BEGIN Records supplied

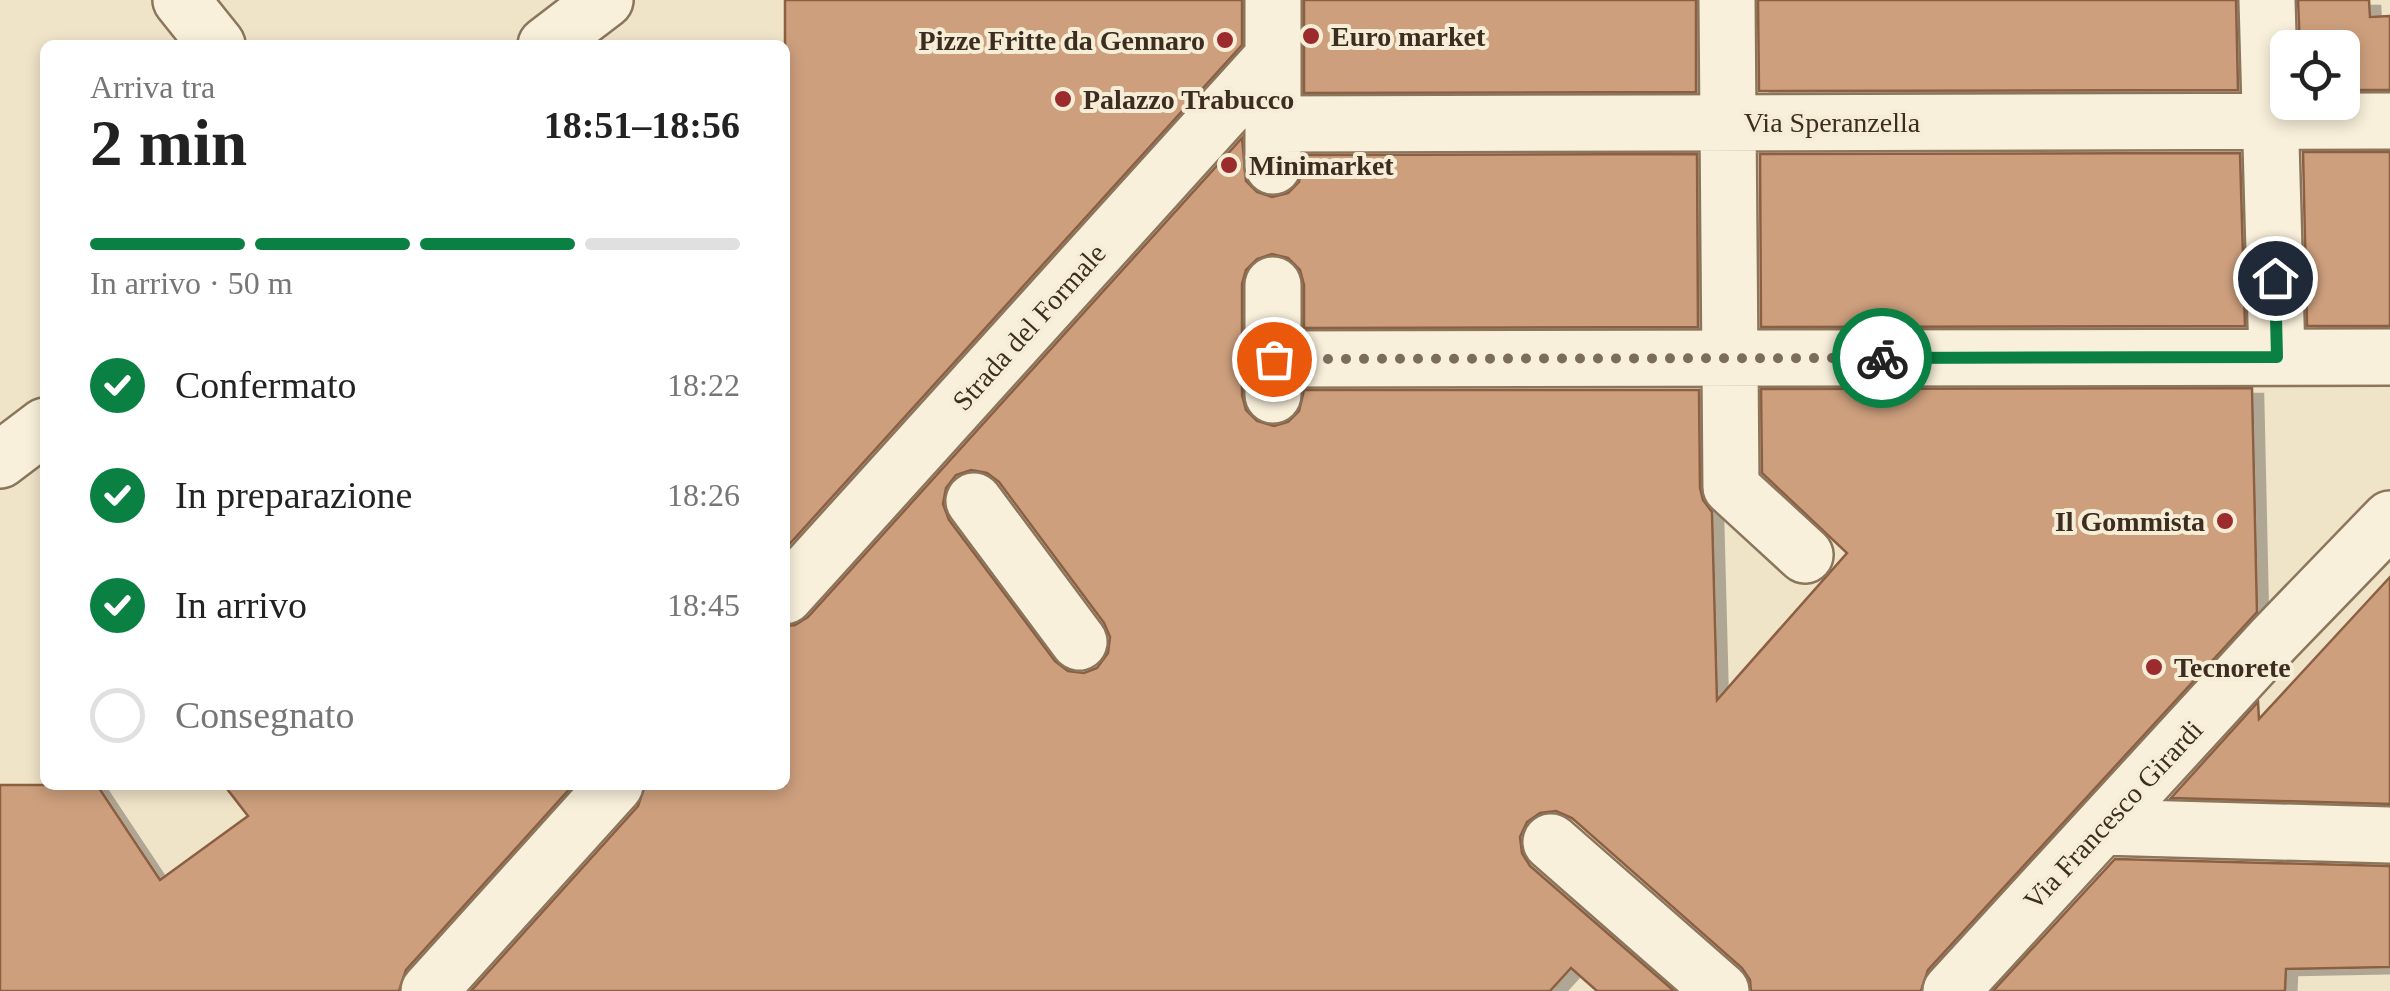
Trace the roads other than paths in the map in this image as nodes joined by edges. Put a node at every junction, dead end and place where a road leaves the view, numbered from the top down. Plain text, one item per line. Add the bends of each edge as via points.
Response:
1 (181, 0) edge
2 (605, 0) edge
3 (1273, 0) edge
4 (1727, 0) edge
5 (2267, 0) edge
6 (213, 40) edge
7 (553, 40) edge
8 (1273, 57) junction
9 (1728, 122) junction
10 (2270, 122) junction
11 (2390, 122) edge
12 (1273, 285) dead end
13 (2390, 356) edge
14 (2277, 357) junction
15 (1730, 358) junction
16 (40, 430) edge
17 (0, 460) edge
18 (974, 502) dead end
19 (2390, 519) edge
20 (1805, 555) dead end
21 (790, 590) edge
22 (1079, 642) dead end
23 (610, 790) edge
24 (2102, 827) junction
25 (2390, 835) edge
26 (1551, 842) dead end
27 (429, 991) edge
28 (1721, 991) edge
29 (1951, 991) edge

1 - 6 street
2 - 7 street
3 - 8 street
4 - 9 street
5 - 10 street
8 - 9 street, Via Speranzella via 1273,144
8 - 21 street, Strada del Formale
9 - 10 street, Via Speranzella
9 - 15 street
10 - 11 street, Via Speranzella
10 - 14 street
12 - 15 street via 1274,377
13 - 14 street
14 - 15 street
15 - 20 street via 1732,487
16 - 17 street
18 - 22 street
19 - 24 street, Via Francesco Girardi
23 - 27 street
24 - 25 street
24 - 29 street, Via Francesco Girardi
26 - 28 street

END Records supplied

The task:
Take the listing above and retype it exactly. Its pictures are to be omitted.

Result:
Trace the roads other than paths in the map in this image as nodes joined by edges. Put a node at every junction, dead end and place where a road leaves the view, numbered from the top down. Plain text, one item per line. Add the bends of each edge as via points.
Response:
1 (181, 0) edge
2 (605, 0) edge
3 (1273, 0) edge
4 (1727, 0) edge
5 (2267, 0) edge
6 (213, 40) edge
7 (553, 40) edge
8 (1273, 57) junction
9 (1728, 122) junction
10 (2270, 122) junction
11 (2390, 122) edge
12 (1273, 285) dead end
13 (2390, 356) edge
14 (2277, 357) junction
15 (1730, 358) junction
16 (40, 430) edge
17 (0, 460) edge
18 (974, 502) dead end
19 (2390, 519) edge
20 (1805, 555) dead end
21 (790, 590) edge
22 (1079, 642) dead end
23 (610, 790) edge
24 (2102, 827) junction
25 (2390, 835) edge
26 (1551, 842) dead end
27 (429, 991) edge
28 (1721, 991) edge
29 (1951, 991) edge

1 - 6 street
2 - 7 street
3 - 8 street
4 - 9 street
5 - 10 street
8 - 9 street, Via Speranzella via 1273,144
8 - 21 street, Strada del Formale
9 - 10 street, Via Speranzella
9 - 15 street
10 - 11 street, Via Speranzella
10 - 14 street
12 - 15 street via 1274,377
13 - 14 street
14 - 15 street
15 - 20 street via 1732,487
16 - 17 street
18 - 22 street
19 - 24 street, Via Francesco Girardi
23 - 27 street
24 - 25 street
24 - 29 street, Via Francesco Girardi
26 - 28 street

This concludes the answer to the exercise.